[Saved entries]
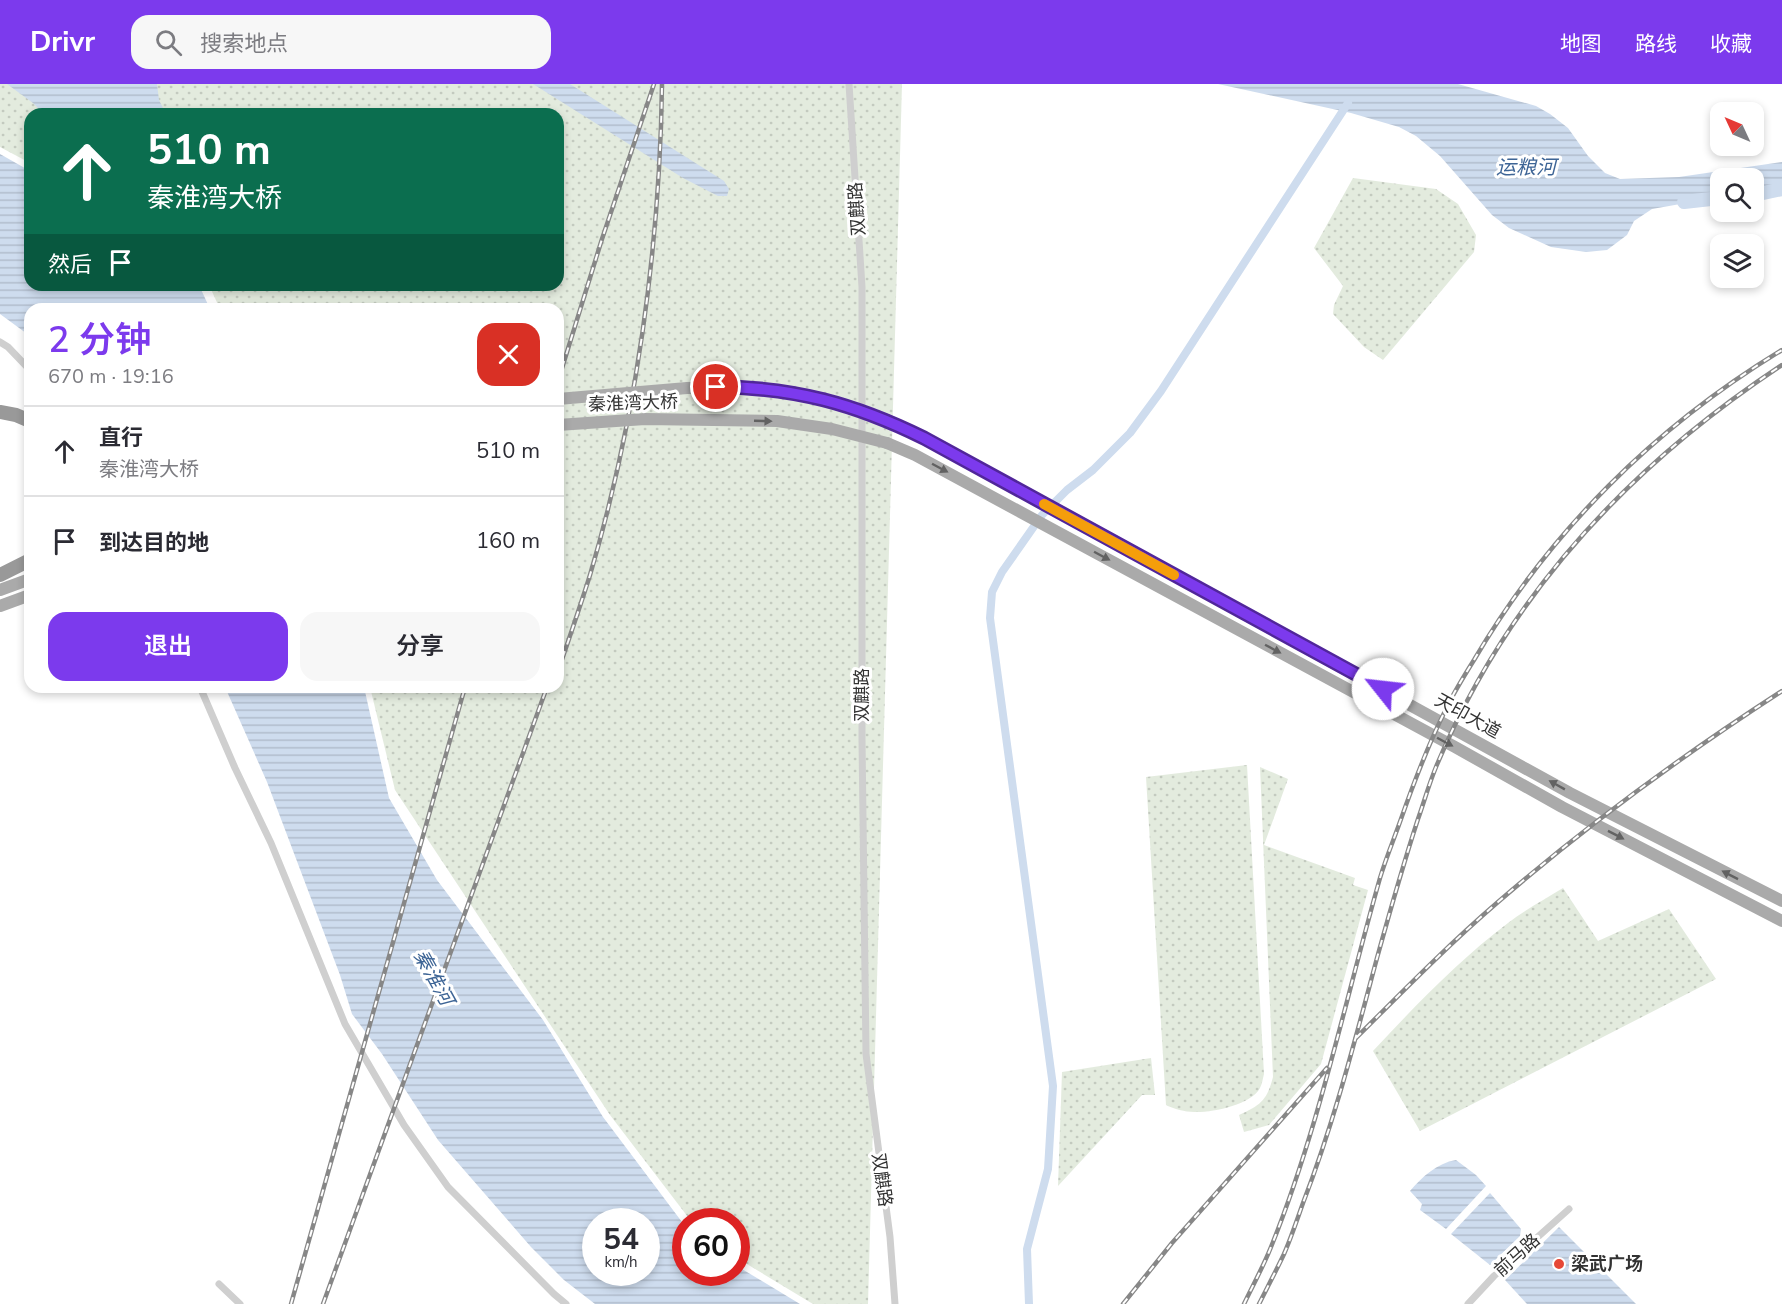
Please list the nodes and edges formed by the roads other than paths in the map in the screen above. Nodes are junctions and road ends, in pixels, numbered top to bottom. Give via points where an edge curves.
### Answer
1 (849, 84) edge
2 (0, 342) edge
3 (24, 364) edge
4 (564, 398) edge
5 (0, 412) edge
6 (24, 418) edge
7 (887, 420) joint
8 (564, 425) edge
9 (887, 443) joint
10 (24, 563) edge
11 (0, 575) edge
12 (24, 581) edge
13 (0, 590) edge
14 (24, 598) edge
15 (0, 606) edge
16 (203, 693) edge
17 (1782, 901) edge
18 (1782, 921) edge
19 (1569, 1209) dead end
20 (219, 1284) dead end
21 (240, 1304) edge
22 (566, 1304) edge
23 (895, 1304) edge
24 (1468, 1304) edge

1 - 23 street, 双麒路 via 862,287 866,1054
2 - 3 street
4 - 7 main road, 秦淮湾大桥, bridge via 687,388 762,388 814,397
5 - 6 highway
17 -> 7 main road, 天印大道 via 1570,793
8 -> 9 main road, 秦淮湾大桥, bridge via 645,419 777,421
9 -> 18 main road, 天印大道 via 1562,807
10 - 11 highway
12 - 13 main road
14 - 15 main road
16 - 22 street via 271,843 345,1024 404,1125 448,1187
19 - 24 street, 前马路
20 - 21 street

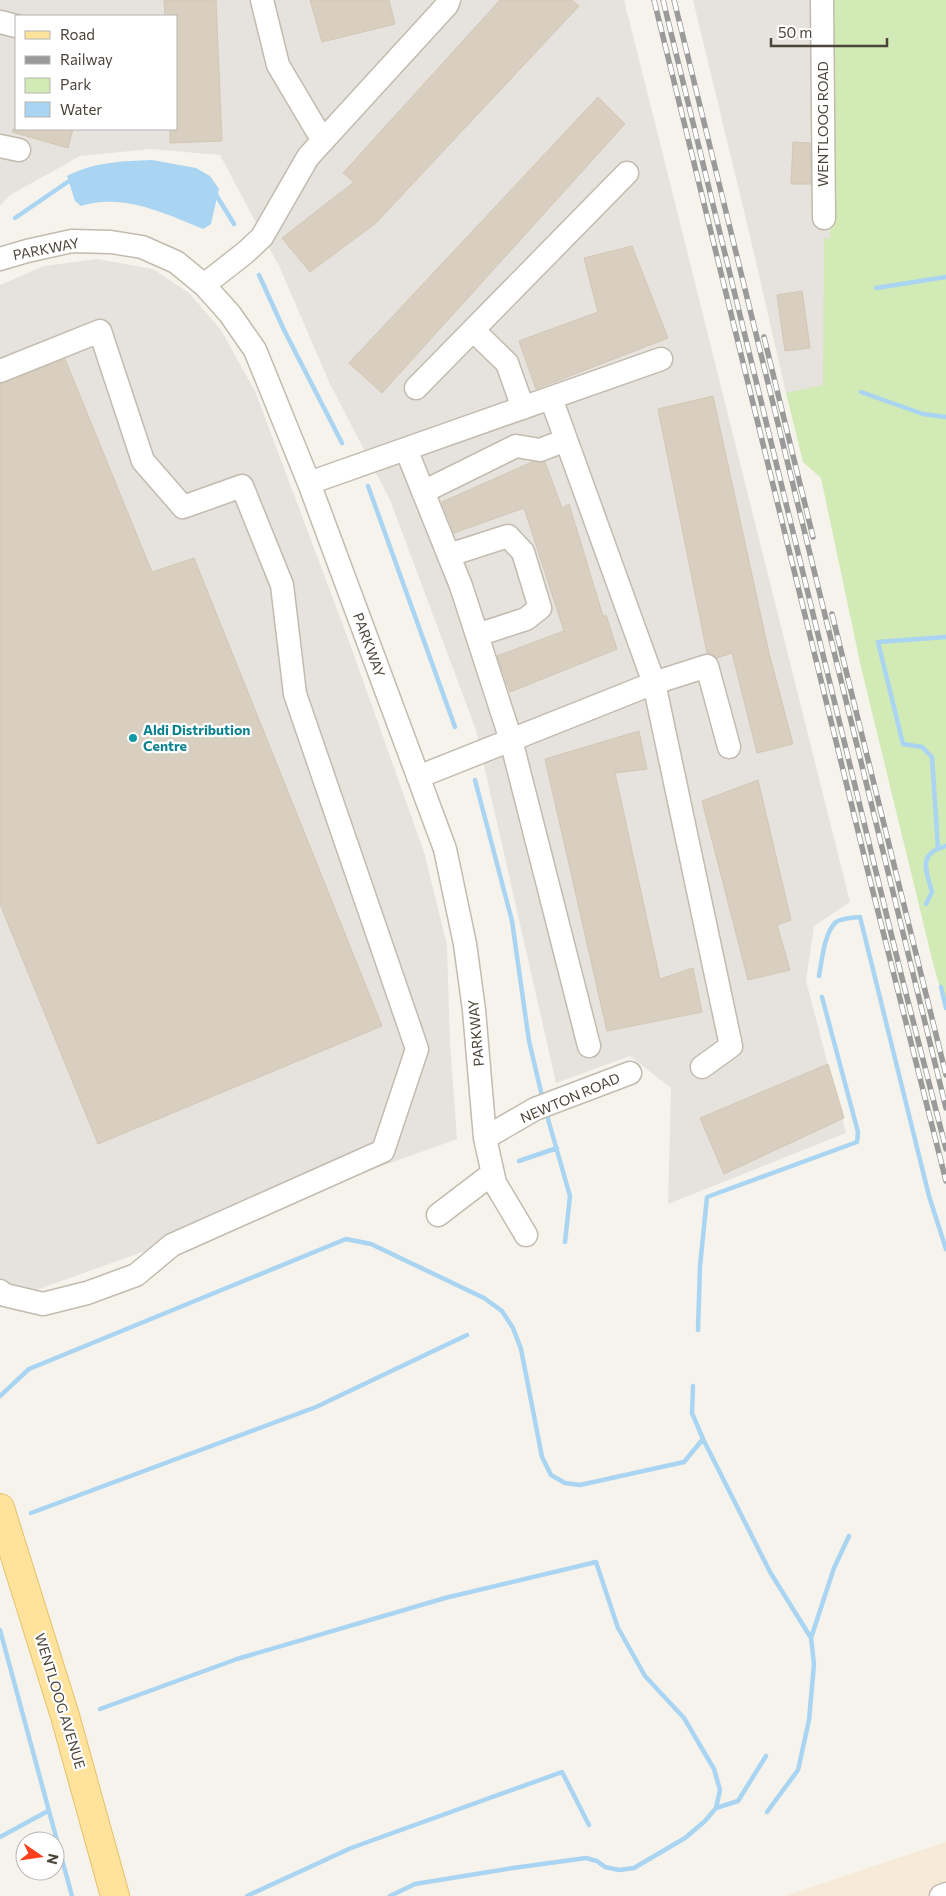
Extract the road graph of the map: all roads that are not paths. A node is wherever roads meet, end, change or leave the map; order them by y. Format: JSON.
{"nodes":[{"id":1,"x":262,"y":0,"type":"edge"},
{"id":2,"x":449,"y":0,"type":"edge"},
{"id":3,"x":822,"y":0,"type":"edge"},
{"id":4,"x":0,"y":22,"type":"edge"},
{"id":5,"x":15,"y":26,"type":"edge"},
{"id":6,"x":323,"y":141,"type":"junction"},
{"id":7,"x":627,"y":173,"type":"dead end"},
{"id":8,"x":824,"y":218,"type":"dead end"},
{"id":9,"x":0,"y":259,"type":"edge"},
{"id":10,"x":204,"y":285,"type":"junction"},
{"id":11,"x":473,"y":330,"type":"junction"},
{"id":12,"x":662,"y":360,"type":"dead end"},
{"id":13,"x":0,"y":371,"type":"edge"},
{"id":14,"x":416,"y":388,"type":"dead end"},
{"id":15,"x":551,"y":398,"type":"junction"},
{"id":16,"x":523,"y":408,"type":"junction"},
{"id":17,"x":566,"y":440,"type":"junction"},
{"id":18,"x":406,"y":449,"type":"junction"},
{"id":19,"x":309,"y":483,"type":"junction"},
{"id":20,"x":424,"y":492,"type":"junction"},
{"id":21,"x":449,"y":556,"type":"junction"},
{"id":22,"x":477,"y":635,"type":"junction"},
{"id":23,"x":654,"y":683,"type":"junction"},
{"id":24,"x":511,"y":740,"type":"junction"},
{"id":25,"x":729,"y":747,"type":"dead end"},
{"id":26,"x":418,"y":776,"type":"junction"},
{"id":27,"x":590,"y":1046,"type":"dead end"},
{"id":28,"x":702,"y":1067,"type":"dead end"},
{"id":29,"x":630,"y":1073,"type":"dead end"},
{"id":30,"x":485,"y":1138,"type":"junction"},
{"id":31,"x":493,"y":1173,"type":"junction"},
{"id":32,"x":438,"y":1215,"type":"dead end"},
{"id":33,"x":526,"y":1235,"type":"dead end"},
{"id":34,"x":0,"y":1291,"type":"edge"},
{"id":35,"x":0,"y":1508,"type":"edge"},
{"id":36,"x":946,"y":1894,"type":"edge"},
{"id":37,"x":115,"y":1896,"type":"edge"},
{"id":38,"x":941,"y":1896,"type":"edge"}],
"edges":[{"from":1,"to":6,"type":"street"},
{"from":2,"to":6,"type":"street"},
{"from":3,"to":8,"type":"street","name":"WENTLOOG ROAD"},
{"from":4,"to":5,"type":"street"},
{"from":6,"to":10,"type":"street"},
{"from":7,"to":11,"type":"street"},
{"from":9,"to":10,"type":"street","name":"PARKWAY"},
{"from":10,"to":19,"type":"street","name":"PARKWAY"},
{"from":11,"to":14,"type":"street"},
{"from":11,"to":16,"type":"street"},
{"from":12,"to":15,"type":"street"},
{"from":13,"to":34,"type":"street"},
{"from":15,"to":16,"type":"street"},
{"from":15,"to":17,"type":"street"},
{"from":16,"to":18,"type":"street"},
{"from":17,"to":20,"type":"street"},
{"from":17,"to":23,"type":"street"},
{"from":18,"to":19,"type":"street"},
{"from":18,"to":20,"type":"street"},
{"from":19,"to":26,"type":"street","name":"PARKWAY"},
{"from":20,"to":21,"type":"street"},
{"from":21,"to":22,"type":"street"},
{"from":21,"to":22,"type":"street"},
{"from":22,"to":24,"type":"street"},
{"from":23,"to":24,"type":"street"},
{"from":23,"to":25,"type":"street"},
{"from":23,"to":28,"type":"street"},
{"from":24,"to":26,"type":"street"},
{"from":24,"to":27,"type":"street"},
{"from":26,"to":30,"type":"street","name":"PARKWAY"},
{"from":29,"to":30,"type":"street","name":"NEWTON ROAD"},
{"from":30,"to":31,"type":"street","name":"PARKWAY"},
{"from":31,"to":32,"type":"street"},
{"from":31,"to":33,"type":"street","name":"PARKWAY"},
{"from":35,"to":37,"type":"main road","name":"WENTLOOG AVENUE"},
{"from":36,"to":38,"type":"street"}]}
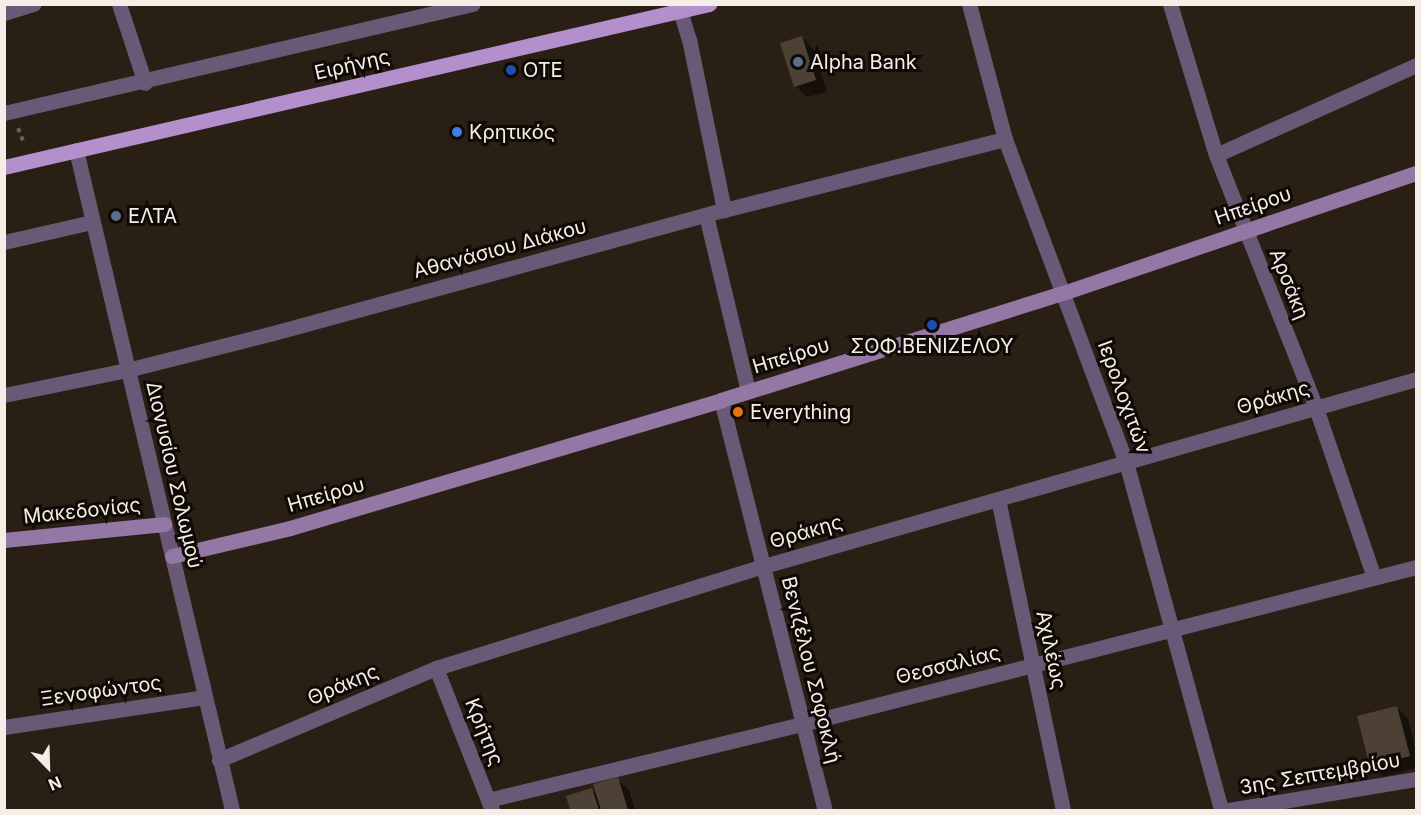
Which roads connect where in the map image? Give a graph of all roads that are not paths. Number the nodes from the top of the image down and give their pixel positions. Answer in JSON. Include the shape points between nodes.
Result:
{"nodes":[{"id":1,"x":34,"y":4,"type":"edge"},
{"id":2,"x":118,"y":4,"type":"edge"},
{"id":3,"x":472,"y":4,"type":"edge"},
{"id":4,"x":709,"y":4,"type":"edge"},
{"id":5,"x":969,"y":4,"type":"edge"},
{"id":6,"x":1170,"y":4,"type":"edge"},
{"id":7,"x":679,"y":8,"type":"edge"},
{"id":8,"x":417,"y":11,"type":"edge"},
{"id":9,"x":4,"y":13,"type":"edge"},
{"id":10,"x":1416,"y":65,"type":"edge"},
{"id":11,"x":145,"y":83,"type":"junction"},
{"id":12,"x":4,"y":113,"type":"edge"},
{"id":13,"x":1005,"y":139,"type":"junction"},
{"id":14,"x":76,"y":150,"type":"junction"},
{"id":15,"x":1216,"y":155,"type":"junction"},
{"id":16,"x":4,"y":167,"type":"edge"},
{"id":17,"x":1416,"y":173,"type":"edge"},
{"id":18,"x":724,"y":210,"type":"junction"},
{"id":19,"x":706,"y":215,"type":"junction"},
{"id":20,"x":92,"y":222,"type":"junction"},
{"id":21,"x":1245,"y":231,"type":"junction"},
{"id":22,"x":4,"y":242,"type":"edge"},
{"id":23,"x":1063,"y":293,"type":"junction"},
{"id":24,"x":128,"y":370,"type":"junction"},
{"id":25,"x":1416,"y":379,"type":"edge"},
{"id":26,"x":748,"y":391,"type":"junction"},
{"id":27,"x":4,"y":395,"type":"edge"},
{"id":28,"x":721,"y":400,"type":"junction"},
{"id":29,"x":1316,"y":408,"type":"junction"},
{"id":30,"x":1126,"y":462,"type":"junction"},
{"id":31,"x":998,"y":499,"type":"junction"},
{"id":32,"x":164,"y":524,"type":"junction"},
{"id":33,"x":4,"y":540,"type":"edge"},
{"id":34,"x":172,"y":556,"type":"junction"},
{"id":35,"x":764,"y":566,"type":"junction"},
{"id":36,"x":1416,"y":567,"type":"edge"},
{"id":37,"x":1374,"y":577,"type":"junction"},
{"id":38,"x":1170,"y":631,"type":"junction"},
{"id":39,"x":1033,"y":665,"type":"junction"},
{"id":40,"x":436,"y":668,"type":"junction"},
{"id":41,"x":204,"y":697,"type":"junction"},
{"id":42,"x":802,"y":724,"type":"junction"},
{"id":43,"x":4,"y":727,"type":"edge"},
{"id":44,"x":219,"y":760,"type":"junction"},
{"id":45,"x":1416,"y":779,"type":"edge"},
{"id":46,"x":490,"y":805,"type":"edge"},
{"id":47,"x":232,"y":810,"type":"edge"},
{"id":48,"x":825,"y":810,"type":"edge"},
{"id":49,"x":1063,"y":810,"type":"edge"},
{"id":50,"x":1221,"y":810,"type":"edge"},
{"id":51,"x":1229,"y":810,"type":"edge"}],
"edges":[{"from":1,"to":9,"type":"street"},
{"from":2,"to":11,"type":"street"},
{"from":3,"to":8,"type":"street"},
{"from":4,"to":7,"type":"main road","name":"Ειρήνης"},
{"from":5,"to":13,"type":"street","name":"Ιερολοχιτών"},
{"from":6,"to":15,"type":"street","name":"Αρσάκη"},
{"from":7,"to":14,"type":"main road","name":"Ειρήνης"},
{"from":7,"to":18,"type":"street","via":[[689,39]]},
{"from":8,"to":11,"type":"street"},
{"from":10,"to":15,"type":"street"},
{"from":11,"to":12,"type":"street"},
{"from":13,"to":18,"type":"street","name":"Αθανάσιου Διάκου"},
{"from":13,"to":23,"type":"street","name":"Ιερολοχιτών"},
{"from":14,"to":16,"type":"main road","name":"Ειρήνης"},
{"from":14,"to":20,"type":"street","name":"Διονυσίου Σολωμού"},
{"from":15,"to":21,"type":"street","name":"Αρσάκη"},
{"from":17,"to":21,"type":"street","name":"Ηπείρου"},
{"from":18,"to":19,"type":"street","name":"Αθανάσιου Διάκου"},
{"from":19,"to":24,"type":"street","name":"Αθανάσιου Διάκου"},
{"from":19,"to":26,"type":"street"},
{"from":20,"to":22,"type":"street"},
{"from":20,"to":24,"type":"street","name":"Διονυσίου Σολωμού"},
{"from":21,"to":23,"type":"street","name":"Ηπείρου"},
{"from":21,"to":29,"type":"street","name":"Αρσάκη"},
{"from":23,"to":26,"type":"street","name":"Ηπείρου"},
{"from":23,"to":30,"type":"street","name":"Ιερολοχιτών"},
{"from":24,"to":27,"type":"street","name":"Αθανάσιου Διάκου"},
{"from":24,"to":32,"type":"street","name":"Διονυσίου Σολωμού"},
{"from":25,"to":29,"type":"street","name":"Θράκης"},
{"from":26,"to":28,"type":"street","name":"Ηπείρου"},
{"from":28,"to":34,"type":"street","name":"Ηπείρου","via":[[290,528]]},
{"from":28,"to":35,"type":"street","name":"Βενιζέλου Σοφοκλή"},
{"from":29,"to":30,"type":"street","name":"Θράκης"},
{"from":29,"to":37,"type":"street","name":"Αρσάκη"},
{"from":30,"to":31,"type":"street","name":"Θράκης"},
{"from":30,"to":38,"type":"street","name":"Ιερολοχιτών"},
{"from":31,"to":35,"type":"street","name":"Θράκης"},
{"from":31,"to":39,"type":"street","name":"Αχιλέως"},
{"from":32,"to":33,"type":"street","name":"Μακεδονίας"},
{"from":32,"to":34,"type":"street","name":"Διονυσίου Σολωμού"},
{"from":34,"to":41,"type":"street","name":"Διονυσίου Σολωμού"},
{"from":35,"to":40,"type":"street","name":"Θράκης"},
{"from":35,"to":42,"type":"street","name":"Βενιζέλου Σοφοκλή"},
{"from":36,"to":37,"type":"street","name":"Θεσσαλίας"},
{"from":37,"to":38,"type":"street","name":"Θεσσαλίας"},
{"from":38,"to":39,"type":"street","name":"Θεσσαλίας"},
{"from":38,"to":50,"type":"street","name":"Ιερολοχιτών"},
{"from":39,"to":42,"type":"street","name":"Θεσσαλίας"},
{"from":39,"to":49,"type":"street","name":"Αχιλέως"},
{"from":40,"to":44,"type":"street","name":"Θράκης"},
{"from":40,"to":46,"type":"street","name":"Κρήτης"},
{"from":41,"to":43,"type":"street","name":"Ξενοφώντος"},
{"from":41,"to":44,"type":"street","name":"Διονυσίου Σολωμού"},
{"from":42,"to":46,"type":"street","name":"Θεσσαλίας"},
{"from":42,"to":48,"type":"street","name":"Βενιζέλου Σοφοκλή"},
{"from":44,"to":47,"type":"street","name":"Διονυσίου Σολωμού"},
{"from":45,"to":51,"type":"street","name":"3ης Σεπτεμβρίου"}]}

◆ **TRY IT**:
Line count for "Βενιζέλου": count the lines of the records above that contain it and give only the number.

◆ **EXERCISE SOLUTION**:
3